#### PROBLEM TO WORK ON
Write the data out in full and word for word. Do not include images.

*** Opening of EXERCISE MATERIALS ***

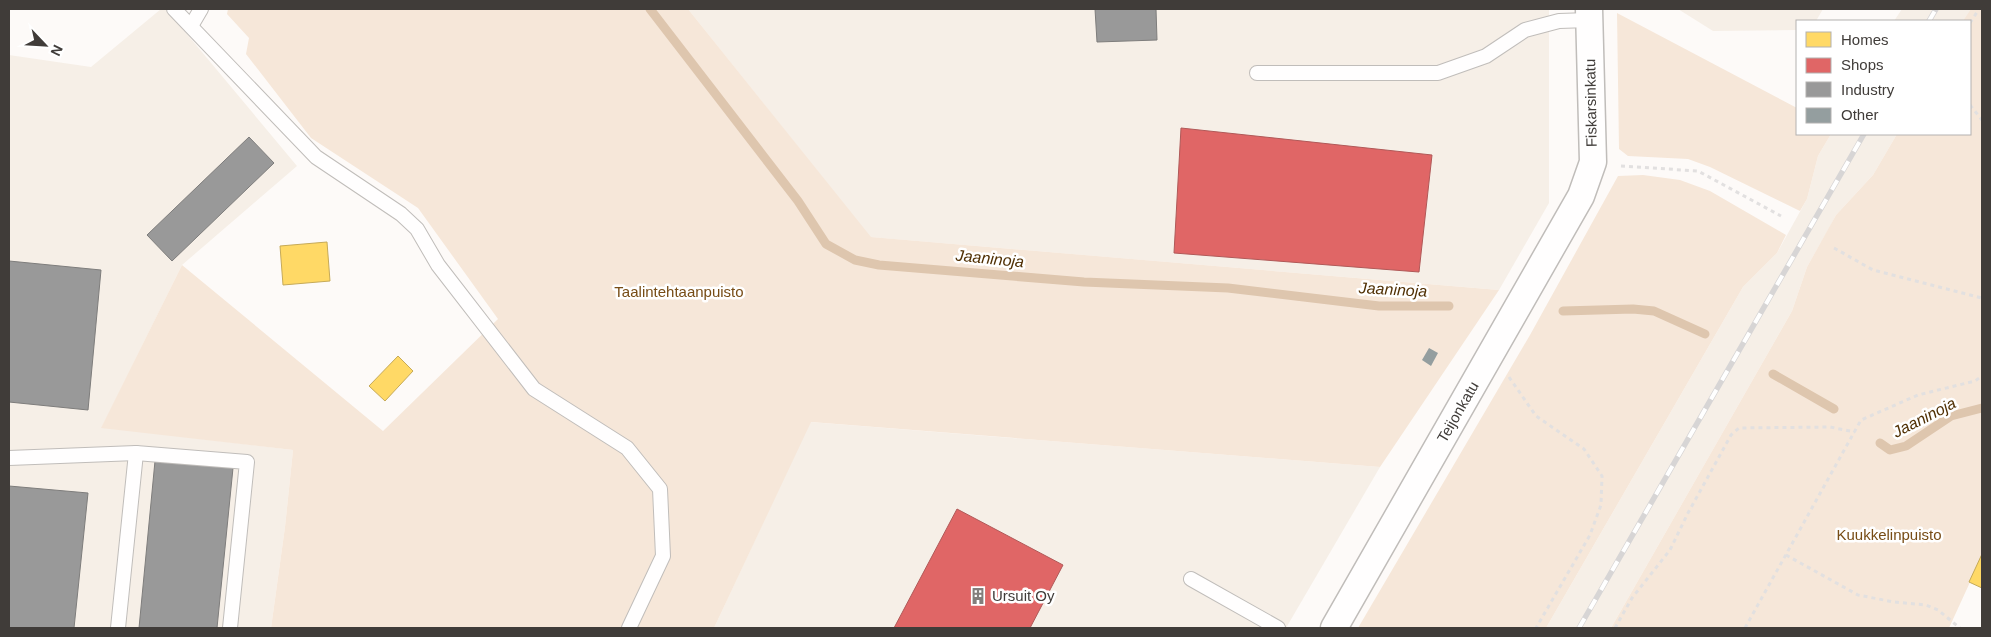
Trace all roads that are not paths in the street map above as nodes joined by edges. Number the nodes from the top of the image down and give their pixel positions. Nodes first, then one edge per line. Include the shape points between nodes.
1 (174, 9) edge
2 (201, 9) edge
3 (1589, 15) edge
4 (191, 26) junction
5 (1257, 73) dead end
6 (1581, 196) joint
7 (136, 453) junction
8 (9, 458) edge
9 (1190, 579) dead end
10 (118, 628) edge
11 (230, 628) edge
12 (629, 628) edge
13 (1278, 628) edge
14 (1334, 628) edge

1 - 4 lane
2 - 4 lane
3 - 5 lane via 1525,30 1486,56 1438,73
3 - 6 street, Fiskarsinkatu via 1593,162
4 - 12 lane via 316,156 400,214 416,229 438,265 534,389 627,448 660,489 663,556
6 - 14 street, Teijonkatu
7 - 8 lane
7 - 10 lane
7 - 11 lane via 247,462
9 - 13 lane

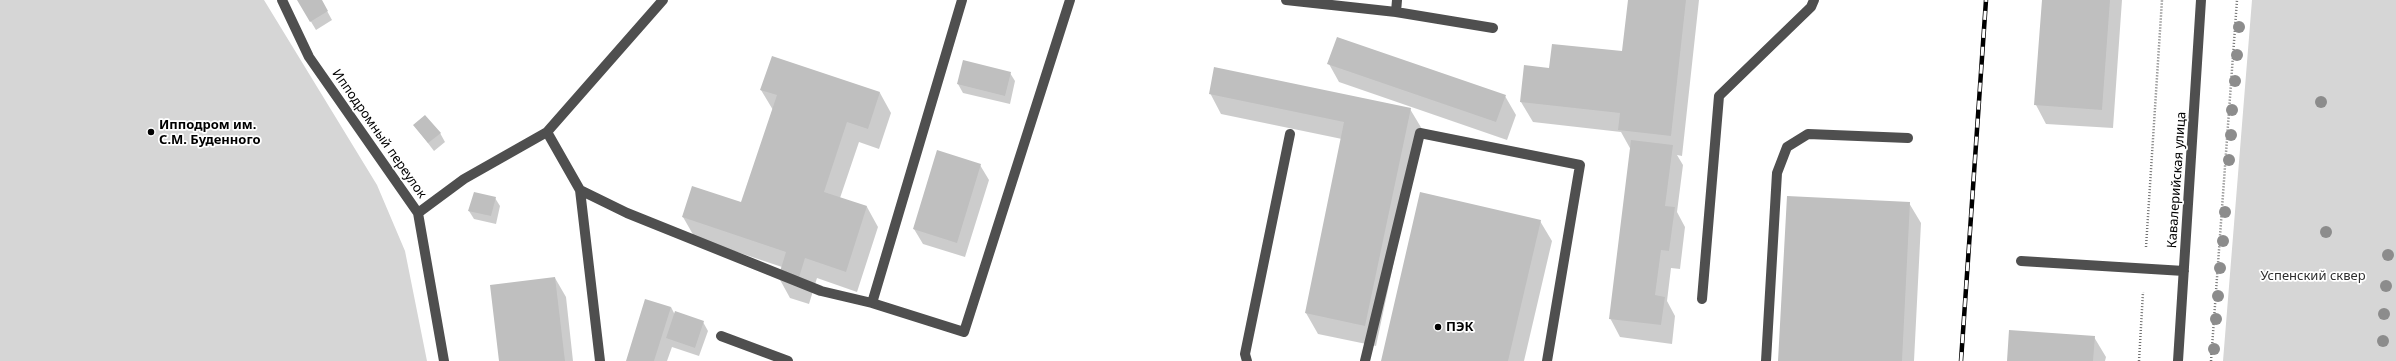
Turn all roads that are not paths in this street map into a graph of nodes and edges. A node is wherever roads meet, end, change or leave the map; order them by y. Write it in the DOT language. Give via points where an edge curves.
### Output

*** Close of EXERCISE MATERIALS ***

#### ANSWER BOX
Trace all roads that are not paths in the street map above as nodes joined by edges. Number the nodes from the top of the image down and give their pixel positions. Nodes first, then one edge per line. Include the shape points between nodes.
1 (174, 9) edge
2 (201, 9) edge
3 (1589, 15) edge
4 (191, 26) junction
5 (1257, 73) dead end
6 (1581, 196) joint
7 (136, 453) junction
8 (9, 458) edge
9 (1190, 579) dead end
10 (118, 628) edge
11 (230, 628) edge
12 (629, 628) edge
13 (1278, 628) edge
14 (1334, 628) edge

1 - 4 lane
2 - 4 lane
3 - 5 lane via 1525,30 1486,56 1438,73
3 - 6 street, Fiskarsinkatu via 1593,162
4 - 12 lane via 316,156 400,214 416,229 438,265 534,389 627,448 660,489 663,556
6 - 14 street, Teijonkatu
7 - 8 lane
7 - 10 lane
7 - 11 lane via 247,462
9 - 13 lane

Turn all roads that are not paths in this street map into a graph of nodes and edges. A node is wherever roads meet, end, change or leave the map; order them by y. Write it in the DOT language. Give via points where an edge curves.
### Output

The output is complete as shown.